**Exercise prompt:**
Look through the material for lines with the word "this", and copy each one.

**Supplied records:**

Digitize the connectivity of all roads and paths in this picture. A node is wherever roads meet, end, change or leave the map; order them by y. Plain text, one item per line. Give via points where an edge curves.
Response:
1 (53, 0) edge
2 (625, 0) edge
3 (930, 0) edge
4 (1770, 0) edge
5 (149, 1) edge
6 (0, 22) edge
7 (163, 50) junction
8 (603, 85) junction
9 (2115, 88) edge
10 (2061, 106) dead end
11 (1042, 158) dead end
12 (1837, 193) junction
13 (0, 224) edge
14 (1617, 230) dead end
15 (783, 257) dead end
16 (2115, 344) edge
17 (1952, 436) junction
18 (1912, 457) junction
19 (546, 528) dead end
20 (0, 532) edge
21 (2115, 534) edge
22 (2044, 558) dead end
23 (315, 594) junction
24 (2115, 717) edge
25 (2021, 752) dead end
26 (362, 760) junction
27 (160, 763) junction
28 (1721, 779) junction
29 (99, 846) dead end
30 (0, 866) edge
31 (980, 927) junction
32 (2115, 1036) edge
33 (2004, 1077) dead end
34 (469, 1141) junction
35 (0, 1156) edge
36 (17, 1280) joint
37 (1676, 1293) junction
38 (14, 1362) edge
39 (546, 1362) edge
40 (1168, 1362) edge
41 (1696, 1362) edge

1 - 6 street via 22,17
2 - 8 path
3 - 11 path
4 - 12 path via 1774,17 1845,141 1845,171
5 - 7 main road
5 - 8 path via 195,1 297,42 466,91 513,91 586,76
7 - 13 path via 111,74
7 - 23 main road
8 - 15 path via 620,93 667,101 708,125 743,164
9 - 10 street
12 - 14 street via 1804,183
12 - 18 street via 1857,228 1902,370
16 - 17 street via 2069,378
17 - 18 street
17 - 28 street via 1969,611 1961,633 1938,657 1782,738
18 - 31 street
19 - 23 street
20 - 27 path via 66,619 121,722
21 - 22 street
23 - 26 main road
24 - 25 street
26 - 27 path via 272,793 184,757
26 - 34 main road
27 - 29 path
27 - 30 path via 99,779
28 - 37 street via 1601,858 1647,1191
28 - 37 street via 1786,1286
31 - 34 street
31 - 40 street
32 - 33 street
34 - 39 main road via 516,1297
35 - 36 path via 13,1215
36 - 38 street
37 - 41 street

--

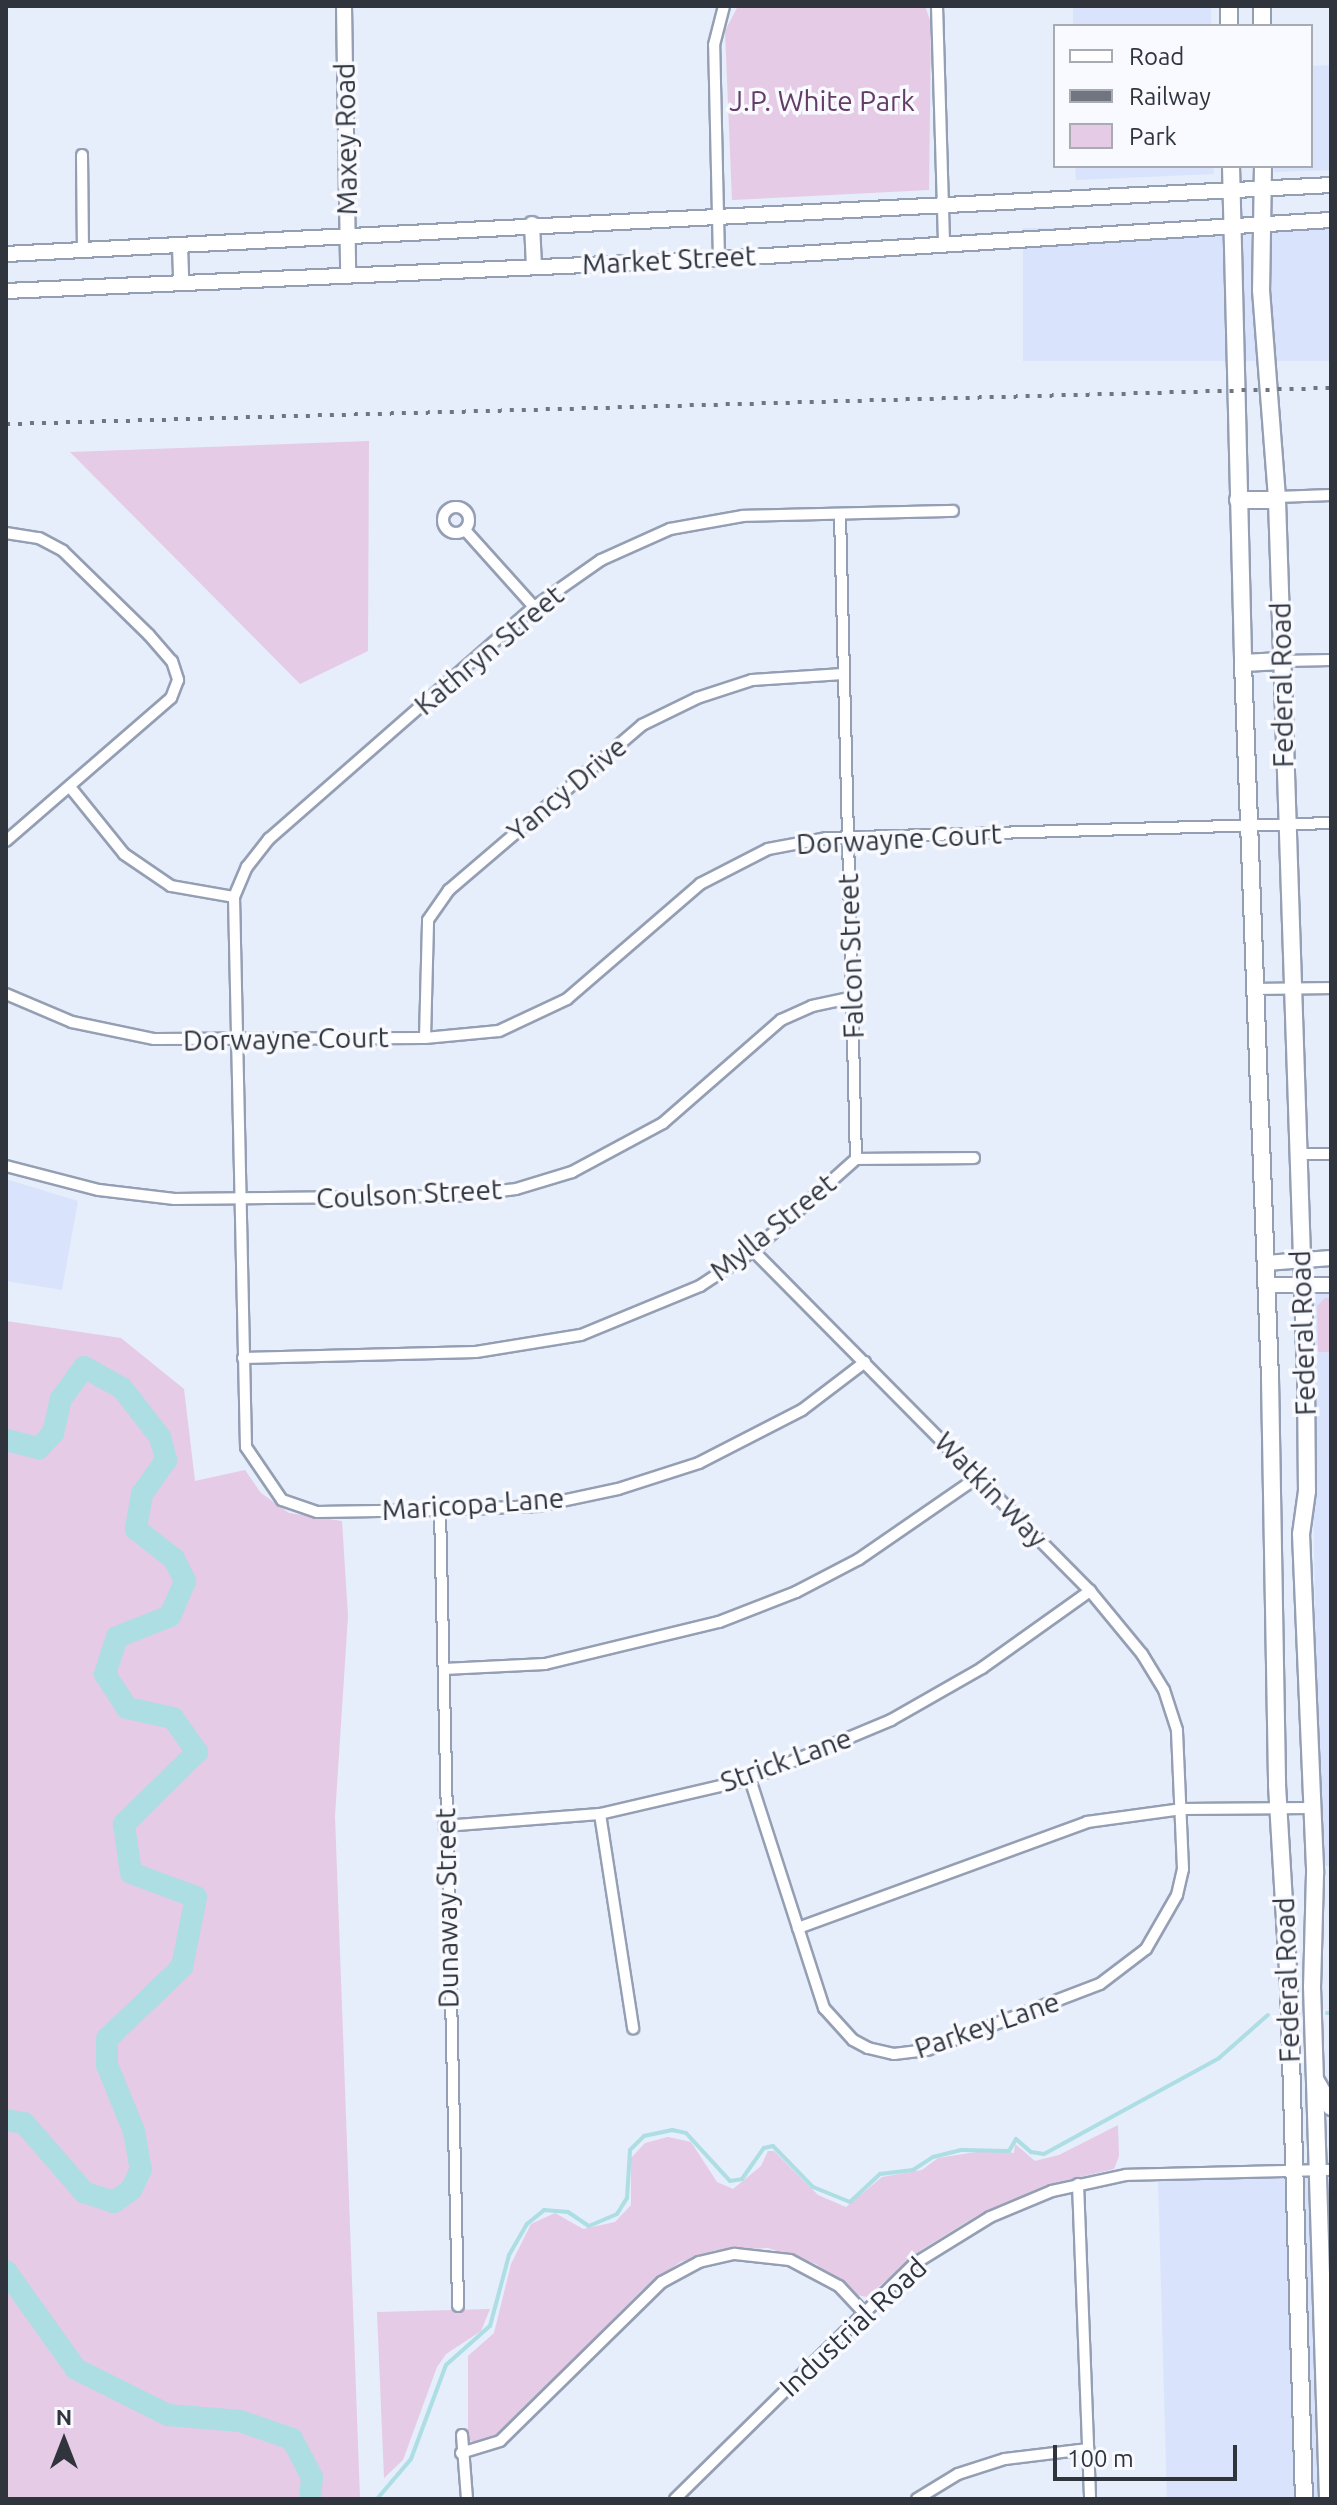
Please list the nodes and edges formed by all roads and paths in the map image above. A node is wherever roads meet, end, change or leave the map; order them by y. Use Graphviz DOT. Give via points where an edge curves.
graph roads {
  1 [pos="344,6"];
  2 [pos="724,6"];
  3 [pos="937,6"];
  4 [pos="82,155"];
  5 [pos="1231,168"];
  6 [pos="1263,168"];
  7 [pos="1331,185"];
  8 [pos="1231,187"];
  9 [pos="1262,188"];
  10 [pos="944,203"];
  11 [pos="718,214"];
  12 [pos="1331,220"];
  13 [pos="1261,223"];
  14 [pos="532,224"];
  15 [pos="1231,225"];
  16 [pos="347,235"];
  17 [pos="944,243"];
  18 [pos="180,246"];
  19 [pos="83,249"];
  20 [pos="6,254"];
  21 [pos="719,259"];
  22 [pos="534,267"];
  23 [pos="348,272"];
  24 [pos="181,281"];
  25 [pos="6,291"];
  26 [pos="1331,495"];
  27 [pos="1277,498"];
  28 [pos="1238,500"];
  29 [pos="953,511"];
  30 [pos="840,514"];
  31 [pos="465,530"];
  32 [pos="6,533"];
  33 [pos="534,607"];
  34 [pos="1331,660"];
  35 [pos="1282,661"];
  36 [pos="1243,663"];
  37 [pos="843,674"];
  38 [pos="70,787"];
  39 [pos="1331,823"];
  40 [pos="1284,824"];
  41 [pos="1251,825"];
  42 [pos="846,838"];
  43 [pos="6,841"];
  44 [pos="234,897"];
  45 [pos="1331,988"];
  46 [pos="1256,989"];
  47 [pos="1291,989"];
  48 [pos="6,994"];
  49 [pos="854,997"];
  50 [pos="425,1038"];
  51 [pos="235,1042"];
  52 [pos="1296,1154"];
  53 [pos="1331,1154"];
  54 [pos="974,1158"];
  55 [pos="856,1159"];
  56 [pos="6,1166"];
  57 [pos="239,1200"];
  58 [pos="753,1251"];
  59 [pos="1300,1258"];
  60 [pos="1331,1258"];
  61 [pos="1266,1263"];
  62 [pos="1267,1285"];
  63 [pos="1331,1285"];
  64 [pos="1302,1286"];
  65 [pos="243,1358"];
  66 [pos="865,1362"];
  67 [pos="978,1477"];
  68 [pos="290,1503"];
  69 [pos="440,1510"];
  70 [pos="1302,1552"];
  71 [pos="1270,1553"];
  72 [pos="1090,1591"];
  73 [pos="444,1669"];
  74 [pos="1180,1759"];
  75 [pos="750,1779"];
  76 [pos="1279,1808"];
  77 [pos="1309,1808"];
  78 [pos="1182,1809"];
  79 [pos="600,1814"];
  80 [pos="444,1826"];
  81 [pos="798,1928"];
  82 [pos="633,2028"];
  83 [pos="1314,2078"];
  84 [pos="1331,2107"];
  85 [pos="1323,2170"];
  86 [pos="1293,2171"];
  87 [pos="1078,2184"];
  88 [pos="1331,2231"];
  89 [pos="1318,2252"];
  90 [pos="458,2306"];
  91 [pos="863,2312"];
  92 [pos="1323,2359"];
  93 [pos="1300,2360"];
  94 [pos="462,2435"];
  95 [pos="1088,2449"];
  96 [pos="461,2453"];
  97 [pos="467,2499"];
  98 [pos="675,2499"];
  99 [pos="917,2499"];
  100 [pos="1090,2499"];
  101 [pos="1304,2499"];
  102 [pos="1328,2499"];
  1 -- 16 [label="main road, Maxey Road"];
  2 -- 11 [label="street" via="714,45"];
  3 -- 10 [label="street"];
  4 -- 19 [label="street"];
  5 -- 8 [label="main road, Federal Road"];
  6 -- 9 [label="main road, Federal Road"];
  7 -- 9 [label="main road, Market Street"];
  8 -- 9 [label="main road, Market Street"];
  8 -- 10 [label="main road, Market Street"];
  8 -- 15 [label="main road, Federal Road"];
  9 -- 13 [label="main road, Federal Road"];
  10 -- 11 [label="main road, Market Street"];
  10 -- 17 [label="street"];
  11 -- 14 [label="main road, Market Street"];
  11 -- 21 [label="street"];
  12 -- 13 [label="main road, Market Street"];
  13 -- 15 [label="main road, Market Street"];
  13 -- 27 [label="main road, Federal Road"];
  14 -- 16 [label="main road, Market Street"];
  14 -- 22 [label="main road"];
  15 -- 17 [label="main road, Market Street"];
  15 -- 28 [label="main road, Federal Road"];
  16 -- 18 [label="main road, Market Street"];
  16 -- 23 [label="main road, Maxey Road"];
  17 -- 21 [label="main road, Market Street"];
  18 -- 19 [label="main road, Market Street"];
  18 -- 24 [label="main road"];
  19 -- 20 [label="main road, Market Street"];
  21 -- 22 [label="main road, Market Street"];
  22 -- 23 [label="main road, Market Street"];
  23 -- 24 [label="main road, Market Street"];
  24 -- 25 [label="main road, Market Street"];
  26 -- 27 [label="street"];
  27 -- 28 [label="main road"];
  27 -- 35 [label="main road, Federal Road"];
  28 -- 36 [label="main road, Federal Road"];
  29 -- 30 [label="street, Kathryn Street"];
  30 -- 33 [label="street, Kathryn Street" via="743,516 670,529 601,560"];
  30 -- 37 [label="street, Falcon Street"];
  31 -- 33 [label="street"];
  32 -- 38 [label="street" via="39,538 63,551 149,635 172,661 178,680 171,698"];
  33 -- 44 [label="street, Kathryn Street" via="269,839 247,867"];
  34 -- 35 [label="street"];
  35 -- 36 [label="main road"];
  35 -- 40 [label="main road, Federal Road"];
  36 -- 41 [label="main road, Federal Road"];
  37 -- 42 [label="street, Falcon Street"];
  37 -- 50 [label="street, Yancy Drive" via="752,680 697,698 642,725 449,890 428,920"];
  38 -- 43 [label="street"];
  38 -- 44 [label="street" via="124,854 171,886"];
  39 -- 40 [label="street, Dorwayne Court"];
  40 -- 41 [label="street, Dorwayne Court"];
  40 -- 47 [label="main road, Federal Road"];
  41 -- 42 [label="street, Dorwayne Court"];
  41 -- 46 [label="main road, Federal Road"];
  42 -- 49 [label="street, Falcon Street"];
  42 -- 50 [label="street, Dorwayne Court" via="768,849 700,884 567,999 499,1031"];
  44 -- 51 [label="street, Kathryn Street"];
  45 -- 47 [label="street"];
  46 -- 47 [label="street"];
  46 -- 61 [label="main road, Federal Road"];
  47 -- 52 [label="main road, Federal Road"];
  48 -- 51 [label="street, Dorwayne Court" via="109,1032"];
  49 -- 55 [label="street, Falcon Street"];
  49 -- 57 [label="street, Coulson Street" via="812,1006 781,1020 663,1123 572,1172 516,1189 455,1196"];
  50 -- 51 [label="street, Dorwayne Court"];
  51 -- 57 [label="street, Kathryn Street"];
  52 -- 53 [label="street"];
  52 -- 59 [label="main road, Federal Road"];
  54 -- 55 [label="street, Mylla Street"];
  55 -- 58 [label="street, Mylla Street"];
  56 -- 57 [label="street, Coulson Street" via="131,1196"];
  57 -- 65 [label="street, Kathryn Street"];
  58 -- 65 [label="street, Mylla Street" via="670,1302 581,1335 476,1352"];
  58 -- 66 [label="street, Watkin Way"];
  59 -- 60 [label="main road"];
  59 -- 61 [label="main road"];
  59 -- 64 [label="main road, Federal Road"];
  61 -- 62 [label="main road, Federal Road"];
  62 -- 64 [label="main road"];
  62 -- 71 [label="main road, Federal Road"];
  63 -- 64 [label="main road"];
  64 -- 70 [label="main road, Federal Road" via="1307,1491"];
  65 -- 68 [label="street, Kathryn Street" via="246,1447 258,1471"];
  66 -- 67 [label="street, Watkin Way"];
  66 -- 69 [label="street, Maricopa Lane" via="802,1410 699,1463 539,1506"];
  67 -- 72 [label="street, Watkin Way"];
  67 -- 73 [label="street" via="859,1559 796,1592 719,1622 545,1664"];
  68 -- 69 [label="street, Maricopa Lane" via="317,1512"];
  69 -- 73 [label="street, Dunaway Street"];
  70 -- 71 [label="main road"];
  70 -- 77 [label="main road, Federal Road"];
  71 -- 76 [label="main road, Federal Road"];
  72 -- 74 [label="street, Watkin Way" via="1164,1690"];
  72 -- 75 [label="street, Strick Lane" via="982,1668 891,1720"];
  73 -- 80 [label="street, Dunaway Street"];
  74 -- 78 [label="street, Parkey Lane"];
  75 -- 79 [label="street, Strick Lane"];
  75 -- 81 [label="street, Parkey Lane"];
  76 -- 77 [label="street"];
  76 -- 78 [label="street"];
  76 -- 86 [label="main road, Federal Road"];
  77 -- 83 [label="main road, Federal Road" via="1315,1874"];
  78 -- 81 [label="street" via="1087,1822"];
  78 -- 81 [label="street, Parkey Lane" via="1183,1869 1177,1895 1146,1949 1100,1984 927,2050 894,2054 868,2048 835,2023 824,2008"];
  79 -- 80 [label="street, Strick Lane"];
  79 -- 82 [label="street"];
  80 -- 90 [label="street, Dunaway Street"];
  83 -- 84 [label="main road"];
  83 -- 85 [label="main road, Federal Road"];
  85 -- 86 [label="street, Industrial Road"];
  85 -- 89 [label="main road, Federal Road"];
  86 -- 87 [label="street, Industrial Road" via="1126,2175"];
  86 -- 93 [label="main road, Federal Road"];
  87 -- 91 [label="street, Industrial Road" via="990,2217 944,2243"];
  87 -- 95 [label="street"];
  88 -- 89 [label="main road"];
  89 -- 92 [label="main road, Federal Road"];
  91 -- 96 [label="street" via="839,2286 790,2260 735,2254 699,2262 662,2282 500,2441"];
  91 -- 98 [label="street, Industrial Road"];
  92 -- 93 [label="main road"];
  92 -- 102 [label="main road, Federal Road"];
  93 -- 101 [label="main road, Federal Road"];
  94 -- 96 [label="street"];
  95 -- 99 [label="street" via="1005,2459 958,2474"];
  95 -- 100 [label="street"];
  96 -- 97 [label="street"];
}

...

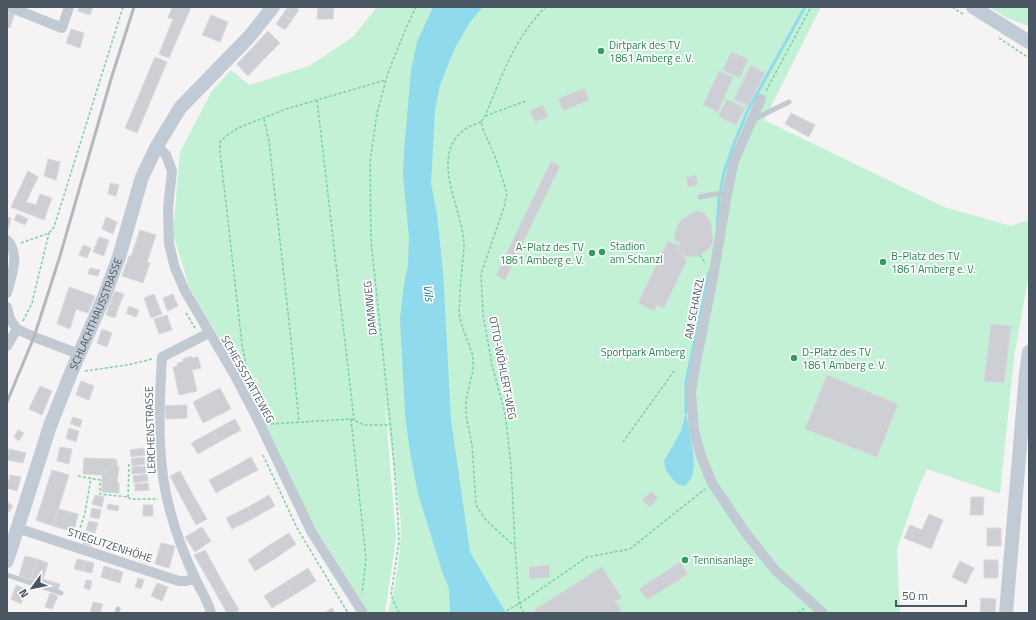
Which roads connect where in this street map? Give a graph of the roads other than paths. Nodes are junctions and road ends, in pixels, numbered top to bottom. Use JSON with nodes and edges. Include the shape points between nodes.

**Output of the task:**
Digitize the connectivity of all roads and paths in this picture. A node is wherever roads meet, end, change or leave the map; order them by y. Plain text, one item per line. Give via points where an edge curves.
Which roads connect where in this street map? Give a graph of the roads other than paths. Nodes are junctions and road ends, in pixels, numbered top to bottom. Use JSON with nodes and edges. Include the shape points between nodes.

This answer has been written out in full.